_Your task_
Every entry, from first to last, must be written out exactly.
┌─ Records for this task
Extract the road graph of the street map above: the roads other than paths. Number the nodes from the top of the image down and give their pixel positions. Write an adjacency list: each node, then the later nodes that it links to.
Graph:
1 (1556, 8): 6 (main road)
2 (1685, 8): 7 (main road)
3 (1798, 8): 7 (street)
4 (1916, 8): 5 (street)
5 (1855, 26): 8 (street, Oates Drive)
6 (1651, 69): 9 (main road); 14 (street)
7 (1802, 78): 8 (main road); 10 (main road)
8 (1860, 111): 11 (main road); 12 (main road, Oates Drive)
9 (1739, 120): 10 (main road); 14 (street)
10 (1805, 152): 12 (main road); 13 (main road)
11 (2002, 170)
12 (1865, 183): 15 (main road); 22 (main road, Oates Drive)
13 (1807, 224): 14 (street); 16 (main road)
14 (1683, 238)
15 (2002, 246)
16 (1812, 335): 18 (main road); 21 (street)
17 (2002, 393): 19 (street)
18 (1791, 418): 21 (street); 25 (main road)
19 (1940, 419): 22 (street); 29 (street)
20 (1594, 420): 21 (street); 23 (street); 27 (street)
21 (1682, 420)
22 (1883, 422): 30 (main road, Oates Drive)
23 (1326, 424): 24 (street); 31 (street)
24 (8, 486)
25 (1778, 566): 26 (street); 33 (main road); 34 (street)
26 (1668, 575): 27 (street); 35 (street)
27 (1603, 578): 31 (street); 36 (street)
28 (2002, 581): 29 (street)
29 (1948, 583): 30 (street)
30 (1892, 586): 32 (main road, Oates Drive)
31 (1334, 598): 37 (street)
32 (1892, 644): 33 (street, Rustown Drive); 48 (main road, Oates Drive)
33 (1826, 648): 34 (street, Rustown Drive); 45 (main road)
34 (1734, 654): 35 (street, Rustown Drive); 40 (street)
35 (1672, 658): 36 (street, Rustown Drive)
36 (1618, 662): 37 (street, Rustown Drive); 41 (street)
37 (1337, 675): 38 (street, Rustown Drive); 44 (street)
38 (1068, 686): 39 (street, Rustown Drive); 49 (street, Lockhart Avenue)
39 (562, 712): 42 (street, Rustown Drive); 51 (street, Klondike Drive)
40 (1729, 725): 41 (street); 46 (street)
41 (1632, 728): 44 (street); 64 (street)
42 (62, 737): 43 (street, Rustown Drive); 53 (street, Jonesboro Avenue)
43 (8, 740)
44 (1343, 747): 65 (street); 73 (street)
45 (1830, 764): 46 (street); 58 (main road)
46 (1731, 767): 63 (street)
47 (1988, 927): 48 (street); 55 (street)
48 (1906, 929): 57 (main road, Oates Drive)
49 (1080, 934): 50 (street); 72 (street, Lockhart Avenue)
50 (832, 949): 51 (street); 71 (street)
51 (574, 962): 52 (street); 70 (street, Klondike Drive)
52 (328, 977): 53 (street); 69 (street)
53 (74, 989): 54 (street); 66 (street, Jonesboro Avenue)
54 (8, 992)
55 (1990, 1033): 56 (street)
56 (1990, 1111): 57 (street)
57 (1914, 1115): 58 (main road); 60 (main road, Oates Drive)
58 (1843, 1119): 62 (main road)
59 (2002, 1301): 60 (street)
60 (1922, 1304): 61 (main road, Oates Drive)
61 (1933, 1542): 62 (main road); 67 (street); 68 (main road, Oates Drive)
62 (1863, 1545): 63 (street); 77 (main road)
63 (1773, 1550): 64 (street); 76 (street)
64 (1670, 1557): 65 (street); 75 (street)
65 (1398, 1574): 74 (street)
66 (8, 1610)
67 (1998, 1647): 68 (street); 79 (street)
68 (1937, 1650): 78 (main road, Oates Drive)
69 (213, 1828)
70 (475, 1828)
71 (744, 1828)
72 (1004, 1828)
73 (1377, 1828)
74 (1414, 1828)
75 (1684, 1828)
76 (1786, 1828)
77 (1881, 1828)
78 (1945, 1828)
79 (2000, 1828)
└─
_Result_
Extract the road graph of the street map above: the roads other than paths. Number the nodes from the top of the image down and give their pixel positions. Write an adjacency list: each node, then the later nodes that it links to.
Graph:
1 (1556, 8): 6 (main road)
2 (1685, 8): 7 (main road)
3 (1798, 8): 7 (street)
4 (1916, 8): 5 (street)
5 (1855, 26): 8 (street, Oates Drive)
6 (1651, 69): 9 (main road); 14 (street)
7 (1802, 78): 8 (main road); 10 (main road)
8 (1860, 111): 11 (main road); 12 (main road, Oates Drive)
9 (1739, 120): 10 (main road); 14 (street)
10 (1805, 152): 12 (main road); 13 (main road)
11 (2002, 170)
12 (1865, 183): 15 (main road); 22 (main road, Oates Drive)
13 (1807, 224): 14 (street); 16 (main road)
14 (1683, 238)
15 (2002, 246)
16 (1812, 335): 18 (main road); 21 (street)
17 (2002, 393): 19 (street)
18 (1791, 418): 21 (street); 25 (main road)
19 (1940, 419): 22 (street); 29 (street)
20 (1594, 420): 21 (street); 23 (street); 27 (street)
21 (1682, 420)
22 (1883, 422): 30 (main road, Oates Drive)
23 (1326, 424): 24 (street); 31 (street)
24 (8, 486)
25 (1778, 566): 26 (street); 33 (main road); 34 (street)
26 (1668, 575): 27 (street); 35 (street)
27 (1603, 578): 31 (street); 36 (street)
28 (2002, 581): 29 (street)
29 (1948, 583): 30 (street)
30 (1892, 586): 32 (main road, Oates Drive)
31 (1334, 598): 37 (street)
32 (1892, 644): 33 (street, Rustown Drive); 48 (main road, Oates Drive)
33 (1826, 648): 34 (street, Rustown Drive); 45 (main road)
34 (1734, 654): 35 (street, Rustown Drive); 40 (street)
35 (1672, 658): 36 (street, Rustown Drive)
36 (1618, 662): 37 (street, Rustown Drive); 41 (street)
37 (1337, 675): 38 (street, Rustown Drive); 44 (street)
38 (1068, 686): 39 (street, Rustown Drive); 49 (street, Lockhart Avenue)
39 (562, 712): 42 (street, Rustown Drive); 51 (street, Klondike Drive)
40 (1729, 725): 41 (street); 46 (street)
41 (1632, 728): 44 (street); 64 (street)
42 (62, 737): 43 (street, Rustown Drive); 53 (street, Jonesboro Avenue)
43 (8, 740)
44 (1343, 747): 65 (street); 73 (street)
45 (1830, 764): 46 (street); 58 (main road)
46 (1731, 767): 63 (street)
47 (1988, 927): 48 (street); 55 (street)
48 (1906, 929): 57 (main road, Oates Drive)
49 (1080, 934): 50 (street); 72 (street, Lockhart Avenue)
50 (832, 949): 51 (street); 71 (street)
51 (574, 962): 52 (street); 70 (street, Klondike Drive)
52 (328, 977): 53 (street); 69 (street)
53 (74, 989): 54 (street); 66 (street, Jonesboro Avenue)
54 (8, 992)
55 (1990, 1033): 56 (street)
56 (1990, 1111): 57 (street)
57 (1914, 1115): 58 (main road); 60 (main road, Oates Drive)
58 (1843, 1119): 62 (main road)
59 (2002, 1301): 60 (street)
60 (1922, 1304): 61 (main road, Oates Drive)
61 (1933, 1542): 62 (main road); 67 (street); 68 (main road, Oates Drive)
62 (1863, 1545): 63 (street); 77 (main road)
63 (1773, 1550): 64 (street); 76 (street)
64 (1670, 1557): 65 (street); 75 (street)
65 (1398, 1574): 74 (street)
66 (8, 1610)
67 (1998, 1647): 68 (street); 79 (street)
68 (1937, 1650): 78 (main road, Oates Drive)
69 (213, 1828)
70 (475, 1828)
71 (744, 1828)
72 (1004, 1828)
73 (1377, 1828)
74 (1414, 1828)
75 (1684, 1828)
76 (1786, 1828)
77 (1881, 1828)
78 (1945, 1828)
79 (2000, 1828)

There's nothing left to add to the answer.